MILLIONS OF CHILDREN ARE ILLITERATE IN THE USA
“Read. Learn. Grow. Succeed.”
Mission: We seek to decrease the literacy rate by producing visually stimulating and entertaining reading material for young readers. We will encourage reading by engaging young readers with stories and books of interest to the children. This encouragement can further help these new readers assist other family members struggling with reading. Thereby the literacy of a family will improve.
Did you know that the sooner a child is introduced to reading the greater their chances are of being successful in life? Why? The answer goes back to something I heard in elementary school, "The more you read, the more you know. The more you know, the more you grow. The more you grow, the farther you go."
It sounds simple, right? According to Ferstreaders.org (Fifty Top Literacy Statistics), "Given the course of brain development, it is not surprising that young children who are exposed to certain early language and literacy experiences usually prove to be good readers later. Just as a child develops language skills long before being able to speak, the child also develops literacy skills long before being able to read. National Research Council. (1998). Preventing Reading Difficulties in Young Children. Washington, D.C.: National Academy Press.
So, reading is fundamental. It's good for you in many ways. So, why are so many children unable to read or functionally illiterate?
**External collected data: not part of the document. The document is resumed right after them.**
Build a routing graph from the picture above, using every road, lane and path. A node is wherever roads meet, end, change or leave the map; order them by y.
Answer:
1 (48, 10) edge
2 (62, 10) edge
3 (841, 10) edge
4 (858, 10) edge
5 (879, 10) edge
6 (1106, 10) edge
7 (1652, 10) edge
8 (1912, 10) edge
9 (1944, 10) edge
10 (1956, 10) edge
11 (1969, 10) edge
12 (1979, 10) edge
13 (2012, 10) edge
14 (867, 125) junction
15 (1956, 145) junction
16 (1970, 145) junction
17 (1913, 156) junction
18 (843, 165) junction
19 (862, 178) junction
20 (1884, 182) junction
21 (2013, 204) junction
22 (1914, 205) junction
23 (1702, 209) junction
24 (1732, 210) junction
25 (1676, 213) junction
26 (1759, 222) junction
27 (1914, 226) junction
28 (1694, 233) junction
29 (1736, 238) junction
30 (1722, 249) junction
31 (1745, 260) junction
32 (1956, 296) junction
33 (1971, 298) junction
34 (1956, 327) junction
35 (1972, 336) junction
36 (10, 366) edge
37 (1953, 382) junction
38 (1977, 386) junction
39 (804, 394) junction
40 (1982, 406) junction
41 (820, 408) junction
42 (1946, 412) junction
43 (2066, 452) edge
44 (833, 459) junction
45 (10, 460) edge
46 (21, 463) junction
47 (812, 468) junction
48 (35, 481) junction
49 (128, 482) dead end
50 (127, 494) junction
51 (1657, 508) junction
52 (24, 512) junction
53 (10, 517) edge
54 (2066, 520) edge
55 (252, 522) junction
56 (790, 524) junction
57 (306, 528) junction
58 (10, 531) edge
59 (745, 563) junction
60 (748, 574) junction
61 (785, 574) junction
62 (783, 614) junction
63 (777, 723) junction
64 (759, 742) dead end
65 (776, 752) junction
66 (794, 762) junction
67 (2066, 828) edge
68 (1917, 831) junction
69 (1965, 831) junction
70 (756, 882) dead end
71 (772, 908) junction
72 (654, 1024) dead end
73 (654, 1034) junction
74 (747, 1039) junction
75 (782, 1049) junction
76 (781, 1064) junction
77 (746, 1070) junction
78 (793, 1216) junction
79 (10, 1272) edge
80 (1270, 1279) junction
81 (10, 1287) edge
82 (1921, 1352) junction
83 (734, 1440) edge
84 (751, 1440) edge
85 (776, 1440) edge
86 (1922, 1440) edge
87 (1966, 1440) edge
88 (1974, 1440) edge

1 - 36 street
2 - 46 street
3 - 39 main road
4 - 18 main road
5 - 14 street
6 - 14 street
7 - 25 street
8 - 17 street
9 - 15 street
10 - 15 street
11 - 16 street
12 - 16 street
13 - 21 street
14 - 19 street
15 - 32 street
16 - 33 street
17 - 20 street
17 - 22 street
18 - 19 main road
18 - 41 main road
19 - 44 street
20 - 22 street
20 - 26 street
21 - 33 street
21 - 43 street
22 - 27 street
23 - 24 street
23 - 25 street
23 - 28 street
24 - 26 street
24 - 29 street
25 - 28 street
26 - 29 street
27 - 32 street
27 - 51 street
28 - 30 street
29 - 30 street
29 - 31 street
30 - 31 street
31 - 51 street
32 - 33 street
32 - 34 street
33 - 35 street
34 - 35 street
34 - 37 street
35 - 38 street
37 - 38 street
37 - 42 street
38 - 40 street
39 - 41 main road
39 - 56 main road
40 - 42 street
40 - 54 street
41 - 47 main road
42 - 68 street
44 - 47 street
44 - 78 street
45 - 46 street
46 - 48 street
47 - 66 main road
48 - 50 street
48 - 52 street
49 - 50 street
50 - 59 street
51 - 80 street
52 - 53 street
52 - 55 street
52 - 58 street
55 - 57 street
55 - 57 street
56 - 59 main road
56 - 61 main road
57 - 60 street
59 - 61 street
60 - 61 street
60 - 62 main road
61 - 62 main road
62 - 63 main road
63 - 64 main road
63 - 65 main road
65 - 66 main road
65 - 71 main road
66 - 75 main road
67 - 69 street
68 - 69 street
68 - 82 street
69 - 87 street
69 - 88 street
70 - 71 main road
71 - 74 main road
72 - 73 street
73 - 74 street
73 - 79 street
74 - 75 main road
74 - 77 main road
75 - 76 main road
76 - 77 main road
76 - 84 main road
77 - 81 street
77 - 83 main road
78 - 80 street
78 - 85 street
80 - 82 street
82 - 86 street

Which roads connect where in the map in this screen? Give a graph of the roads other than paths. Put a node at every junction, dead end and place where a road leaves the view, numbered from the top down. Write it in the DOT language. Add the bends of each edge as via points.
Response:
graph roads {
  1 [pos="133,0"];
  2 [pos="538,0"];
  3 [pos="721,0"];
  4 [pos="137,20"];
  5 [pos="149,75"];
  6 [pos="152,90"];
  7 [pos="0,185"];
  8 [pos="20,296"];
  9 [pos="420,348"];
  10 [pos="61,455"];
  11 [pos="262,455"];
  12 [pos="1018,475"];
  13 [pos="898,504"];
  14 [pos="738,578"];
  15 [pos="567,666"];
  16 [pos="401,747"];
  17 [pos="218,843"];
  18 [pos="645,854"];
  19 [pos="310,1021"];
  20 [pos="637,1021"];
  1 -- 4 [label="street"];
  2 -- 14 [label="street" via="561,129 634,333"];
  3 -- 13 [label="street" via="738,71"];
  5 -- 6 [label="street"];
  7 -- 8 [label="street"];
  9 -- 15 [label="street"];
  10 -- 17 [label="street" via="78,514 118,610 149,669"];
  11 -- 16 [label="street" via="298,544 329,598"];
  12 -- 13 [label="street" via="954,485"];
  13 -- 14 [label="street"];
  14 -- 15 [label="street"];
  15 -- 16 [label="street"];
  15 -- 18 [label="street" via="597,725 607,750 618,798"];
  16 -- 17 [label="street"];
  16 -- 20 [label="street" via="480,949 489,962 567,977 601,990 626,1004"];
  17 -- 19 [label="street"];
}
Is there a way to curb this statistic and decrease the numbers?
THE HARD TRUTH
While good early experiences help the brain develop well, poor experiences can literally cause a genetically normal child to have a lower I.Q. Scientific evidence shows that maltreated children who receive little stimulation – children who are exposed to fewer colors, less touch, little interaction with adults, fewer sights and sounds, and less language – actually have smaller brains. De Bellis, M.D., Keshaven, M.S., Clark,D.B., Caseey, B.J., Giedd, J.B., Boring,A.M., Frustaci, K., & Ryan, N.D. (1999).Developmental traumatology.Part 2: Brain development. BiologicalPsychiatry, 45, 1271-1284.
Experts are nearly unanimous in stating that babies should routinely experience shared books as soon as they experience shared talking, that is, during the first weeks and months of life. Butler, D. (1998). Babies need books. Portsmouth, NH: Heinemann.
Early literacy encompasses all of a child’s experiences with the conversation, stories (oral and written), books, and print. Rebecca Parlakian, Before the ABCs: Promoting School Readiness in Infants and Toddlers. Washington, DC: Zero to Three, 2003.